* RECORDS FOR THIS EXERCISE
☆ ☆ ☆ ☆

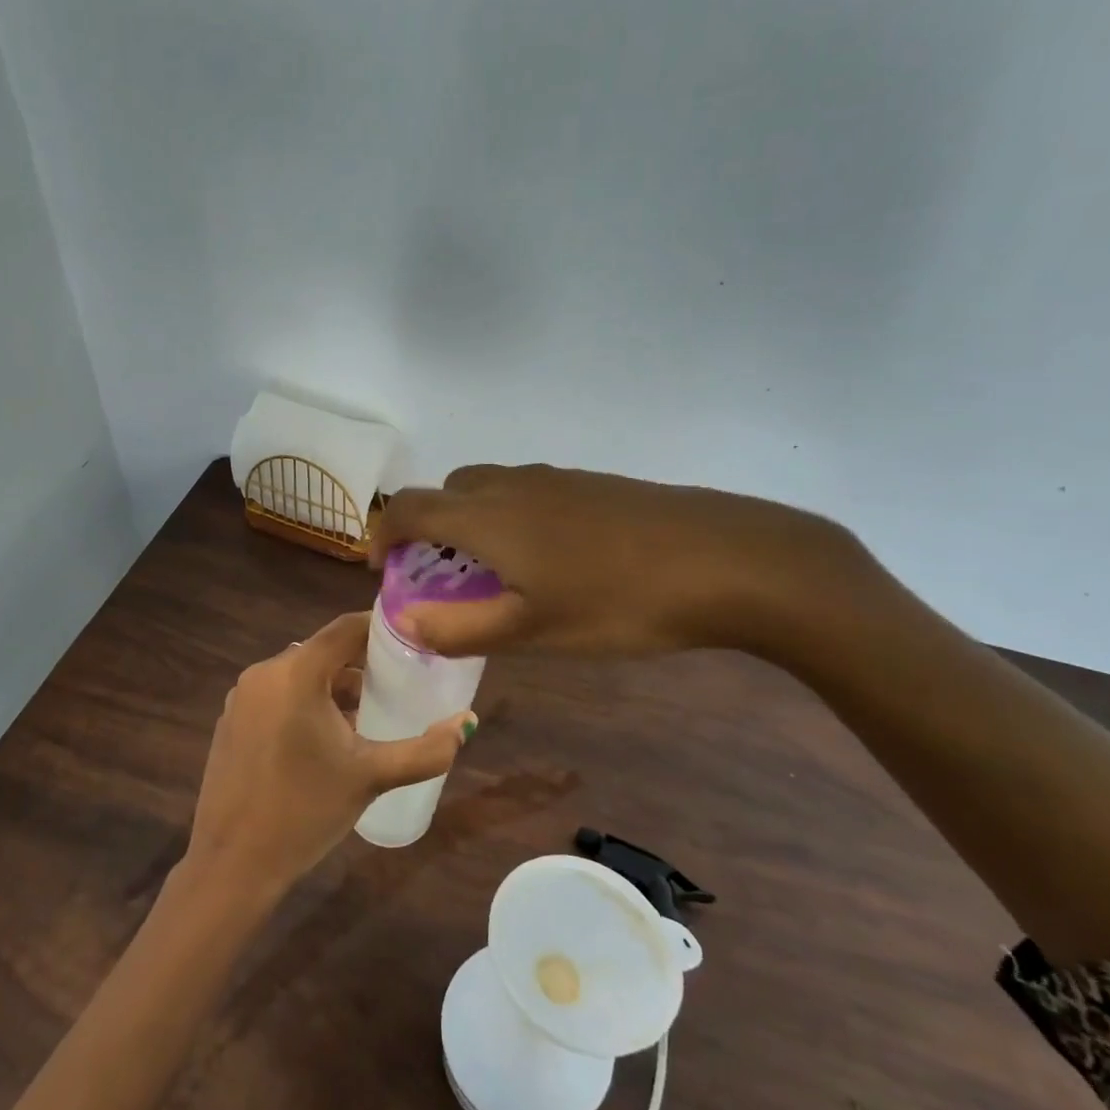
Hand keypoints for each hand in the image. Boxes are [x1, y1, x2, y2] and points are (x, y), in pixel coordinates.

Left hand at [186, 612, 472, 895]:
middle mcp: (263, 673)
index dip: (380, 630)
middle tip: (396, 687)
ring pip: (299, 674)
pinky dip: (304, 703)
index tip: (412, 643)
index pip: (345, 629)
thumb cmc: (306, 811)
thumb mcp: (372, 777)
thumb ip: (426, 749)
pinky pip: (276, 695)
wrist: (234, 863)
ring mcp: (241, 697)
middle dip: (360, 665)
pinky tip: (323, 740)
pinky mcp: (231, 720)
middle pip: (322, 652)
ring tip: (365, 718)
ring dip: (332, 687)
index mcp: (296, 673)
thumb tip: (468, 722)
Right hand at [371, 463, 860, 658]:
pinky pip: (526, 491)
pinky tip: (549, 560)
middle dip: (428, 529)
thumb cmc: (618, 603)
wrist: (727, 560)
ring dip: (470, 523)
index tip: (385, 571)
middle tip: (443, 578)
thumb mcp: (533, 631)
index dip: (383, 534)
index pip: (408, 508)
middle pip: (446, 491)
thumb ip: (461, 629)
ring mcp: (555, 478)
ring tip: (495, 574)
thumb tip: (407, 622)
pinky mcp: (591, 483)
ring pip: (488, 489)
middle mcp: (511, 485)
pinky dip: (509, 518)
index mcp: (486, 517)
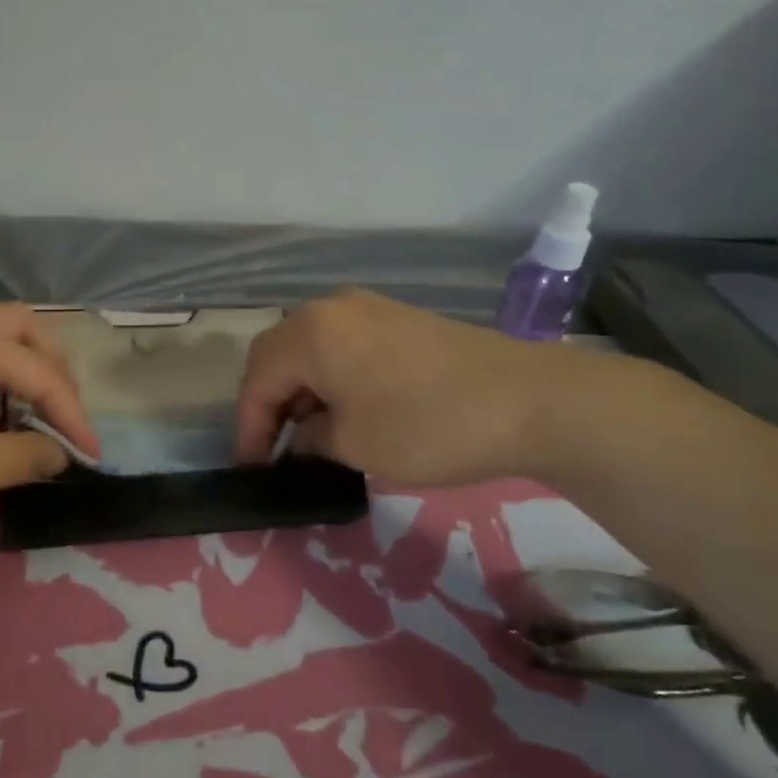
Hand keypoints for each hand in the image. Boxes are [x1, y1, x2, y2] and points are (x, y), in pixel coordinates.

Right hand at [234, 288, 578, 486]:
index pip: (257, 379)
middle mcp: (330, 309)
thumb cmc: (425, 424)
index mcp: (309, 332)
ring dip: (301, 390)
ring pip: (311, 349)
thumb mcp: (353, 445)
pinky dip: (331, 378)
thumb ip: (310, 439)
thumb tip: (303, 438)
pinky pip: (343, 346)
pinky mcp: (398, 320)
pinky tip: (347, 410)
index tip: (252, 468)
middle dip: (269, 403)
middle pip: (278, 355)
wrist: (528, 400)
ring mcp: (368, 309)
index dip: (248, 427)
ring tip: (310, 435)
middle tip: (273, 448)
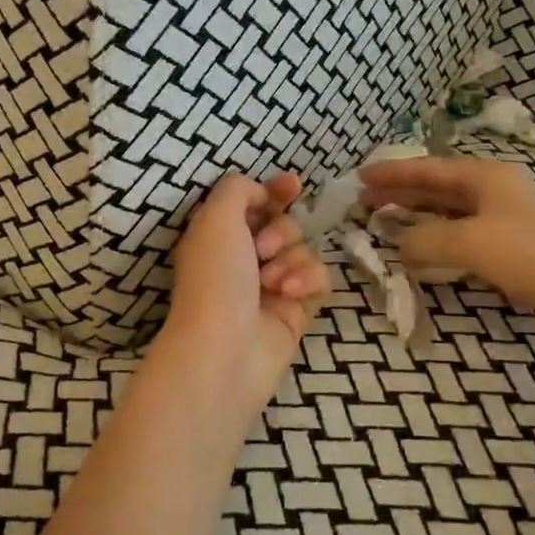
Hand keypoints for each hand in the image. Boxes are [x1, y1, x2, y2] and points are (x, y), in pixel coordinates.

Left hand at [159, 172, 330, 412]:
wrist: (224, 350)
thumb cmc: (214, 278)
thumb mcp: (215, 217)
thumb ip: (238, 189)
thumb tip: (262, 192)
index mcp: (220, 237)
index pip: (254, 203)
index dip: (275, 190)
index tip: (293, 184)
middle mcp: (245, 260)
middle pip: (284, 224)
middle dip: (280, 230)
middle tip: (263, 249)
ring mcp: (273, 287)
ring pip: (304, 250)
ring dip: (291, 259)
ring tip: (271, 282)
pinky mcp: (297, 311)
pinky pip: (320, 279)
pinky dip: (307, 280)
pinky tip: (289, 294)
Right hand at [360, 156, 534, 338]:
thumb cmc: (527, 255)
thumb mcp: (467, 243)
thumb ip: (424, 239)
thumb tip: (400, 245)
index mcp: (485, 176)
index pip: (427, 169)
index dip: (392, 173)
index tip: (360, 178)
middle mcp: (493, 188)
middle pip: (436, 185)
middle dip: (400, 192)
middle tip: (366, 201)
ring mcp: (503, 215)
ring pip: (447, 208)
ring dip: (416, 213)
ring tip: (386, 220)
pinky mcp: (509, 242)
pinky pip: (460, 230)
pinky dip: (435, 234)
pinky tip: (422, 246)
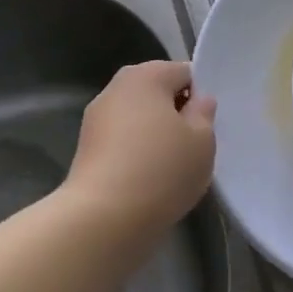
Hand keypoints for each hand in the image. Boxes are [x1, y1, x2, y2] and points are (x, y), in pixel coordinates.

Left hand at [63, 61, 215, 234]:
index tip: (207, 126)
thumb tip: (198, 101)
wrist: (103, 218)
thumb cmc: (161, 169)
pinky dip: (137, 154)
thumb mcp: (202, 141)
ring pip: (139, 119)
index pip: (184, 73)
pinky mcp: (86, 149)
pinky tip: (148, 180)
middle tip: (193, 146)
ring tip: (171, 168)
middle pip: (158, 93)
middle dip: (176, 115)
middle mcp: (116, 88)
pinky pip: (123, 142)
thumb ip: (204, 114)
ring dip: (155, 135)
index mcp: (146, 75)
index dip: (200, 97)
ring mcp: (96, 119)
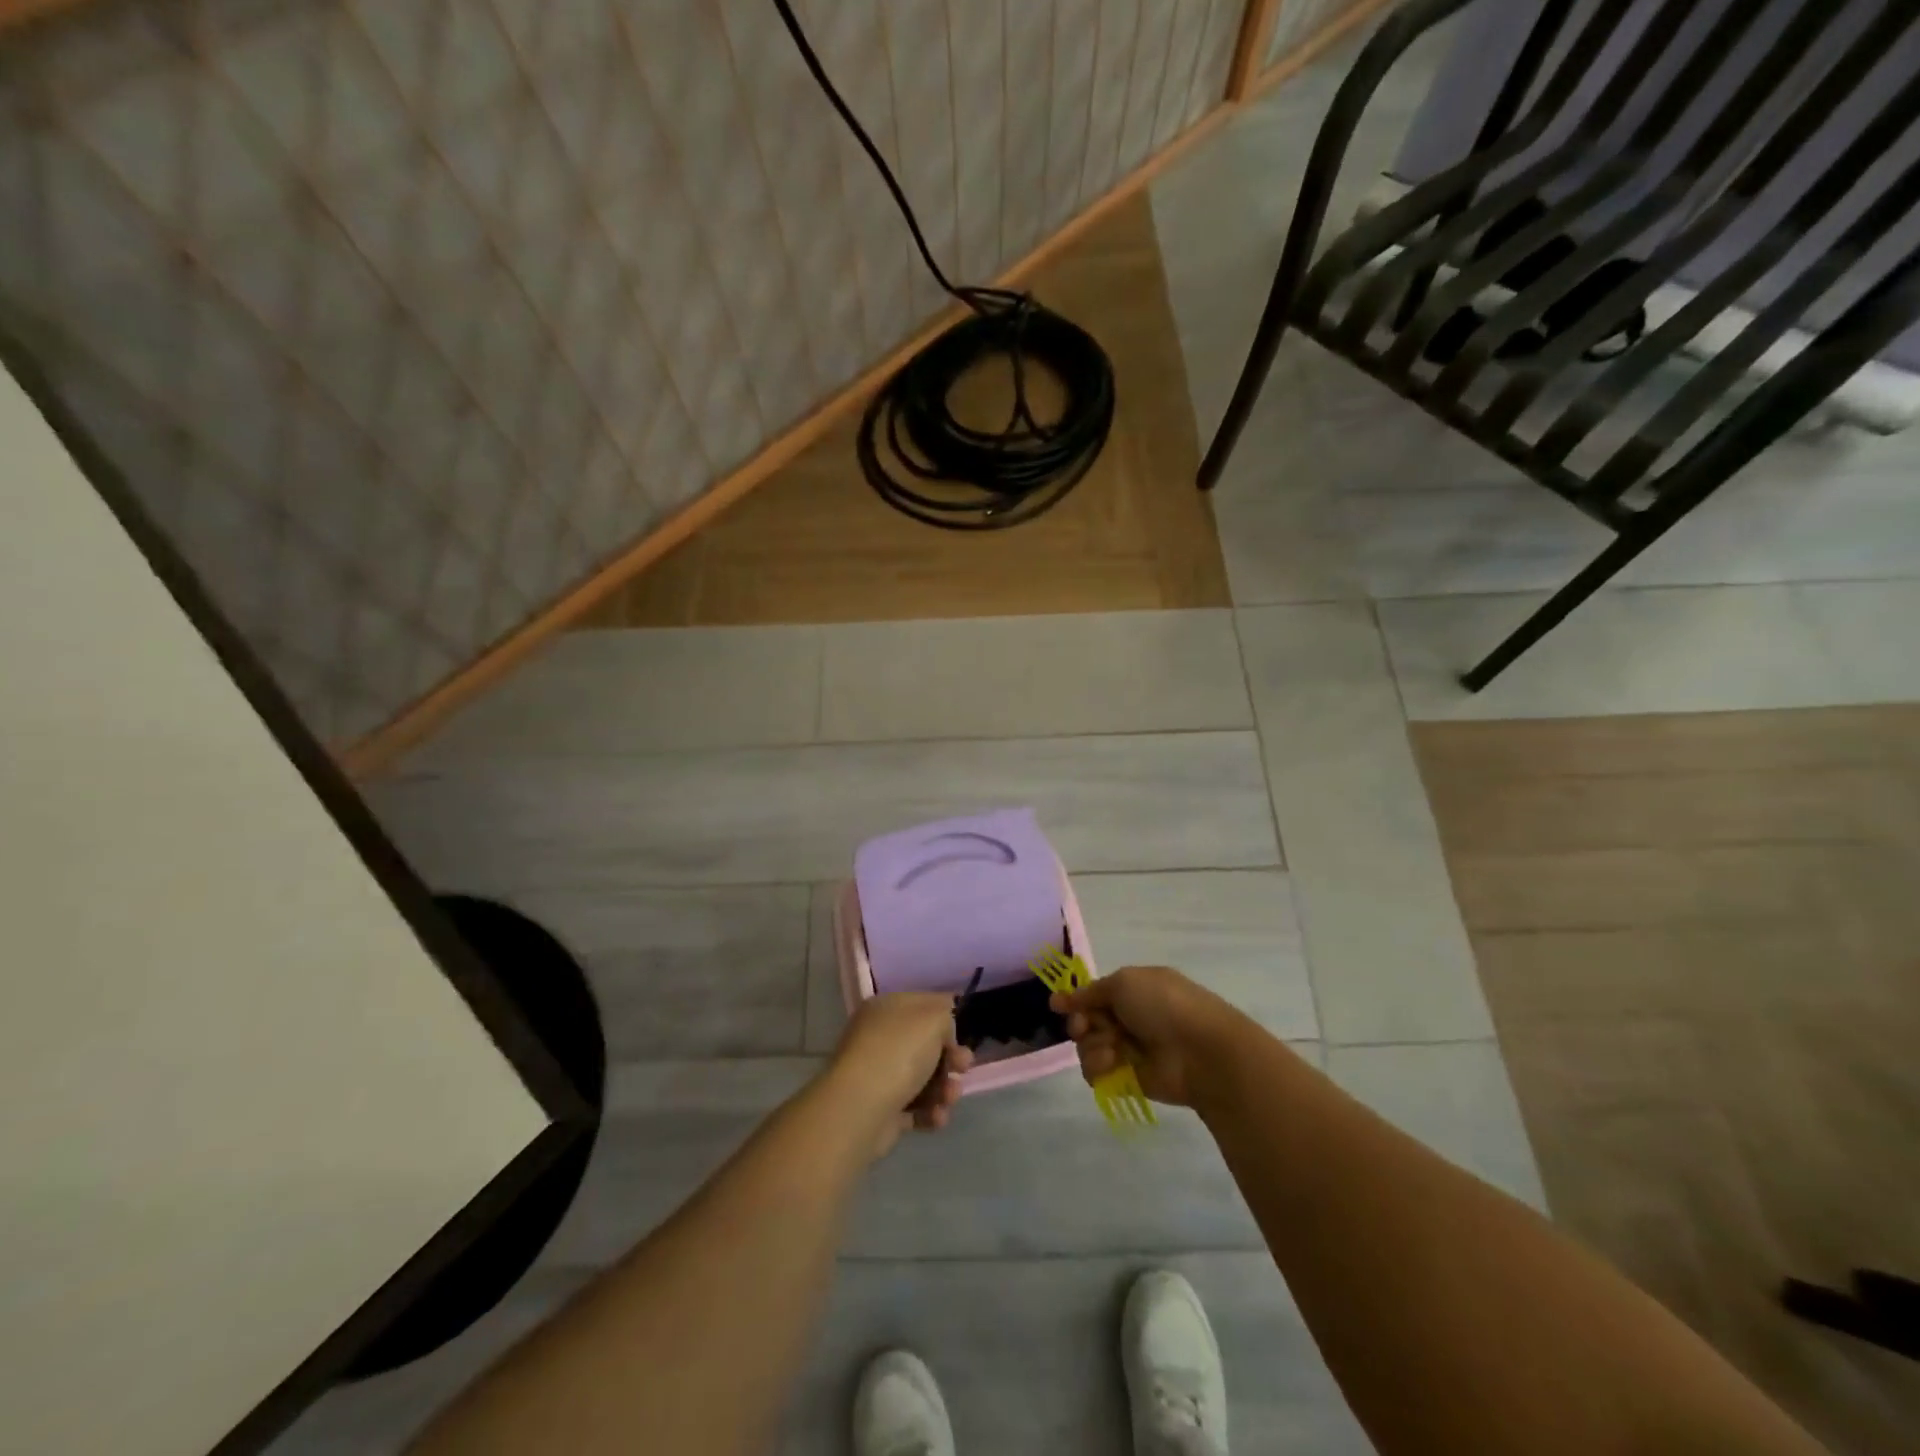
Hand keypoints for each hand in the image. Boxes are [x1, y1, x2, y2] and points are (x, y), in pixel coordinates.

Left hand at [826, 993, 973, 1157]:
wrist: (860, 1108)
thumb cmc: (898, 1053)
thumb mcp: (933, 1018)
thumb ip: (946, 1016)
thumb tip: (943, 1034)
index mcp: (886, 1009)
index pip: (923, 1006)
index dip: (947, 1020)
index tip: (962, 1036)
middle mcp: (879, 1038)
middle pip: (926, 1046)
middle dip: (950, 1059)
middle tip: (962, 1068)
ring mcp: (878, 1075)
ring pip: (924, 1079)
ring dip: (944, 1089)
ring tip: (948, 1099)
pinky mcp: (881, 1110)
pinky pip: (914, 1108)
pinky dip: (930, 1113)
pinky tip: (936, 1117)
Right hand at [1050, 965, 1245, 1107]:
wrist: (1199, 1051)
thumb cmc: (1163, 1005)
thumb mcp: (1124, 983)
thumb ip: (1090, 992)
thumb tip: (1061, 998)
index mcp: (1133, 990)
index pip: (1094, 995)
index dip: (1076, 1000)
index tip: (1057, 1005)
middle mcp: (1129, 1018)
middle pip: (1086, 1021)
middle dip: (1081, 1023)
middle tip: (1084, 1026)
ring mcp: (1129, 1049)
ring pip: (1088, 1047)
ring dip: (1092, 1045)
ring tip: (1110, 1049)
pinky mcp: (1128, 1079)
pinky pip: (1097, 1073)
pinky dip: (1099, 1067)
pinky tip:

☆ ☆ ☆ ☆

* WHAT YOU HAVE TO DO
Copy exactly, without pictures, the lines above from the one with "index mcp: (296, 673)" down to the one with "pinky tip: (289, 294)", inclusive.

* SOLUTION TO THE EXERCISE
index mcp: (296, 673)
thumb tip: (468, 722)
Right hand at [371, 463, 860, 658]:
pinky pip: (526, 491)
pinky tip: (549, 560)
middle dip: (428, 529)
thumb cmc: (618, 603)
wrist: (727, 560)
ring dip: (470, 523)
index tip: (385, 571)
middle tip: (443, 578)
thumb mcp: (533, 631)
index dip: (383, 534)
index pip: (408, 508)
middle pip: (446, 491)
thumb ip: (461, 629)
ring mcp: (555, 478)
ring tip: (495, 574)
thumb tip: (407, 622)
pinky mcp: (591, 483)
ring pip: (488, 489)
middle mcp: (511, 485)
pinky dip: (509, 518)
index mcp: (486, 517)
Hand keypoints for each hand in the image. Boxes are [x1, y1, x2, y2] and points are (x, y), in pixel coordinates.

Right hand at [234, 288, 578, 486]:
index pip: (257, 379)
middle mcp: (330, 309)
thumb cmc: (425, 424)
index mcp: (309, 332)
ring dip: (301, 390)
ring pip: (311, 349)
thumb mcp: (353, 445)
pinky dip: (331, 378)
thumb ip: (310, 439)
thumb tip: (303, 438)
pinky pip: (343, 346)
pinky mcp: (398, 320)
pinky tip: (347, 410)
index tip: (252, 468)
middle dip: (269, 403)
middle pip: (278, 355)
wrist: (528, 400)
ring mcp: (368, 309)
index dip: (248, 427)
ring tip: (310, 435)
middle tip: (273, 448)
Hand keypoints for each hand in the image. Boxes are [x1, y1, x2, y2] and points are (x, y), in pixel coordinates.

Left hand at [159, 172, 330, 412]:
wrist: (224, 350)
thumb cmc: (214, 278)
thumb mcp: (215, 217)
thumb ip: (238, 189)
thumb tip: (262, 192)
index mcp: (220, 237)
index pip: (254, 203)
index dip: (275, 190)
index tip: (293, 184)
middle mcp: (245, 260)
middle pip: (284, 224)
middle dip: (280, 230)
middle tip: (263, 249)
ring mcp: (273, 287)
ring pip: (304, 250)
ring dip: (291, 259)
ring tip: (271, 282)
pinky mcp: (297, 311)
pinky pip: (320, 279)
pinky dip: (307, 280)
pinky tip: (289, 294)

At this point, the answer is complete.